When the days become shorter in the fall and winter (called “winter blues”), one may begin to feel “down” and start to feel better in the spring. The symptoms include sleep disorders or oversleeping, overeating, weight gain, social withdrawal, anxiety, and violence.
Bright light therapy (BLT) is recognized as a first-line therapy for SAD. For this treatment, patients sit in front of a very bright light box for 30 minutes to two hours a day, usually first thing in the morning, from fall to spring.
Two meta-analyses of eight randomized blind and controlled studies (n=703 total) were consistent in demonstrating that BLT showed efficacy in the treatment of SAD when compared to a control condition.
In a placebo-controlled study, the majority of patients with SAD (61 percent of 33 patients) who received bright light therapy during the four-week study period reached symptom remission versus only 32 percent of the 31 patients receiving the placebo who achieved remission during the study, and the difference was statistically significant (p<0>0>
Thus, BLT is proven not only to be an effective treatment for SAD but also powerful enough to bring patients with depression into remission.
Since the destructive UV rays are filtered out, it is relatively safe for most people. However, people with certain eye conditions or those taking certain medications that increase sensitivity to sunlight may need to be careful.
Psychological therapy, antidepressant therapy, and vitamin D can also be used in a combined way.
Ordinarily, people can simply rely on sunlight. Sunny weather makes one feel better. Sunlight enters the hypothalamus, where our pineal gland secretes melatonin, serotonin, and dopamine, improving day and night rhythms, boosting energy, elevating mood, and improving sleep.
There is always more sunlight outdoors than indoors, even if it’s a cloudy day.
Scientific reasons for beneficial health effects associated with sunlight could perhaps be explained by photobiomodulation (PBM), by infrared and near-infrared light from sunlight.
Infrared and near-infrared (NIR) radiation has profound effects on human physiology, especially as a mitochondrial stimulant, which increases ATP—cellular energy production; enhances the activity of cytochrome c oxidase as part of the mitochondrial respiratory chain; reduces lung inflammation; improves cell survival; causing reduction of TLR-4 dependent inflammatory response pathway.
As most of these pathological patterns have been manifested in SARS-CoV-2 infection, accordingly, PBM has been suggested as a potential method for the treatment and prevention of COVID-19.
Furthermore, transcranial PBM has beneficial effects on a range of neuropsychiatric diseases, including depression and anxiety, Alzheimer’s disease, Parkinson’s disease, stroke, and traumatic brain injury.

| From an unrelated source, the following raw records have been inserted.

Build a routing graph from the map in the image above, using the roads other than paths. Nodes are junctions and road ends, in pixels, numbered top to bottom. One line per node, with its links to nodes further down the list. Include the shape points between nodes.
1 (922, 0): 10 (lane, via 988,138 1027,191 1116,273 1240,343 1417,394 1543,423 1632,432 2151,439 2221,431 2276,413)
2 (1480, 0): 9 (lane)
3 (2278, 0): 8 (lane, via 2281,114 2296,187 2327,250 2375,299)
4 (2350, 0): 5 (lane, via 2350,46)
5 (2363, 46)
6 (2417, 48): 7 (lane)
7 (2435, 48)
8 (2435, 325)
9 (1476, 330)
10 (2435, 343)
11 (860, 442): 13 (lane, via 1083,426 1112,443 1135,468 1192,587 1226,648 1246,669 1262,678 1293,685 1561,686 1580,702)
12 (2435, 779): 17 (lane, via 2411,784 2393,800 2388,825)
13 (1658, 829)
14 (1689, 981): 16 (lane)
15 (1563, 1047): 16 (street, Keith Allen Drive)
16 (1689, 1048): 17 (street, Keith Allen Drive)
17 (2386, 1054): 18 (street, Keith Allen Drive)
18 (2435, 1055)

Of all the waves in sunlight, near-infrared radiation (NIR-A), in the power range of 10 to 15 W at 810 and 980 nm, can be biologically beneficial at 3 cm depth.
Since 2020, COVID-19 has caused far-reaching negative effects on humans at physical, mental, and spiritual levels. It could even worsen our personality regardless of whether we are infected by the virus directly or not.
The shocking impact of personality decline by more than 10 years during the COVID pandemic is enough for us to reflect on the current measures that we have taken to prevent or treat COVID-19.
Humans are holistic beings of the physical body, mind, and spirit. To heal the trauma in our personality level, we must turn to the natural ways again—embrace the trees and enjoy the sunlight. Nature is a great source of enormous healing power.